Nydegger lässt sich von diesem Entscheid nicht unterkriegen. Dank einer Spezialbewilligung durch den Bund dürfen die Rikschas in Zukunft in der Basler Innenstadt herumkurven. Vom 15. April bis mindestens im Oktober werden zehn dieser Velotaxis «zu einer Attraktivitätssteigerung der Stadt beitragen», wie Nydegger glaubt. Womöglich werden die Rikschas – mit warmen Wolldecken ausgestattet – gleich bis Weihnachten zu sehen sein.

Das Projekt dürfte harzig anlaufen: Die Velotaxis werden nämlich vorerst mit Auto-Nummernschildern ausgestattet. Das bedeutet: Sie dürfen – gemäss Regierungsratsentscheid – nicht in der Fussgängerzone oder auf Trottoirs fahren.

«Katastrophe ist perfekt»

Dass die Rikschas mit weissen Nummernschildern ausgestattet werden, ist auch Eduard Rutschmann ein Dorn im Auge. Der SVP-Grossrat wettert gegen den Entscheid des Regierungsrats, die Velotaxis in den Fussgängerzonen zu verbieten: «Die Katastrophe ist perfekt.» Ökonomisch gesehen, macht dieses Verbot gar keinen Sinn. «Man macht sich hiermit eine Touristenattraktion zunichte.» Verkehrstechnisch sei es nicht weniger als blanker Hohn: Nun dürften die Gefährte auf die Landstrasse, obwohl sie maximal 15 Kilometer pro Stunde fahren. Rutschmann verspricht, sich politisch weiterhin für das Berner Jungunternehmen stark zu machen. «Ich werde nicht lockerlassen», droht er der Basler Regierung.

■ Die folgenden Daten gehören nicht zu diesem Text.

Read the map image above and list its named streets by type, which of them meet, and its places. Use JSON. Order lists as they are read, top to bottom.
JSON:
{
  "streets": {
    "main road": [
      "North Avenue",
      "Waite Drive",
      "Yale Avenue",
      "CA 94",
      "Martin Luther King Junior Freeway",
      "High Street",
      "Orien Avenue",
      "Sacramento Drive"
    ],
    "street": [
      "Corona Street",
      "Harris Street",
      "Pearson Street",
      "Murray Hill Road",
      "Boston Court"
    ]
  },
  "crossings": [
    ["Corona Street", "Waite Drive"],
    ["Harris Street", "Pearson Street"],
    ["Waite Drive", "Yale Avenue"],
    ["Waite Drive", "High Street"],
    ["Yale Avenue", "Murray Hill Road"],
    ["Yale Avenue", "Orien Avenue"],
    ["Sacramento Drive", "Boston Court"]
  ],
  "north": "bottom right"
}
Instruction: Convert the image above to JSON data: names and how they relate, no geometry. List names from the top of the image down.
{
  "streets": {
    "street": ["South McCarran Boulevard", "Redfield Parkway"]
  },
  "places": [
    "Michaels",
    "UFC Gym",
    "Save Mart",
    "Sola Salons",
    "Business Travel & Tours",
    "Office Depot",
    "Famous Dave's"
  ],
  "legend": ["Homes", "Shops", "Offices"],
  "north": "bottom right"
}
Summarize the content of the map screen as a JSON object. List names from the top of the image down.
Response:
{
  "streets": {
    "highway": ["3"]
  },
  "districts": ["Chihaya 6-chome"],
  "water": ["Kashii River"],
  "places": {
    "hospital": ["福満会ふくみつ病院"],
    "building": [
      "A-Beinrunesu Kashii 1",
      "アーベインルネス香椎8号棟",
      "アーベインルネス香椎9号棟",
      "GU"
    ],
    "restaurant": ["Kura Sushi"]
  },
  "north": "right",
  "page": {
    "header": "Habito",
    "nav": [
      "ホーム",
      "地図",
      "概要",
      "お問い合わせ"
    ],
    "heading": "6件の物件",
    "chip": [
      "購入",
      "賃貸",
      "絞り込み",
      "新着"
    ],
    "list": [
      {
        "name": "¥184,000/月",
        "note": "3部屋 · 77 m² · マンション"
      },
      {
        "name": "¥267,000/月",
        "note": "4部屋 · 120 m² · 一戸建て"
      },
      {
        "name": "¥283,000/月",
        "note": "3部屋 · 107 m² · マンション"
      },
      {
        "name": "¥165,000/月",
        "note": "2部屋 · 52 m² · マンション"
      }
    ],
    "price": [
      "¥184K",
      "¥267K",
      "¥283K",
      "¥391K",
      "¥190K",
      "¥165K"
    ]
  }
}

Zu verlieren hat der Rechtsbürgerliche ohnehin nicht allzu viel: «Hanspeter Gass und ich grüssen uns derzeit nicht», verrät der SVPler, der als «Rickscha-Interpellant» scheiterte. Rutschmann poltert: «Man muss sagen, dass Gass da himmeltraurige Arbeit geleistet hat.» Seinen nächsten politischen Vorstoss will er deshalb an die Allmendverwaltung richten, um das Dossier in andere Hände zu geben. Pascal Nydegger bleibt derweil nichts anderes als abzuwarten. «Wir können nur darauf hoffen, dass man in Basel zur Einsicht gelangt.» Der Unternehmer macht keinen Hehl daraus, dass sein Geschäft unmittelbar mit diesem Politikum zusammenhängt. «Wenn wir in der Fussgängerzone fahren dürften, hätten wir 50 Prozent mehr Umsatz.» Vorerst heisst es aber für die Basler Rikscha-Chauffeure, dass sie auf den Strassen strampeln müssen – und das zum Einheitstarif: Pro Fahrt wird nämlich nur eine Grundgebühr von fünf Franken erhoben. «Man kann aber gerne auch ein wenig mehr zahlen», sagt Nydegger.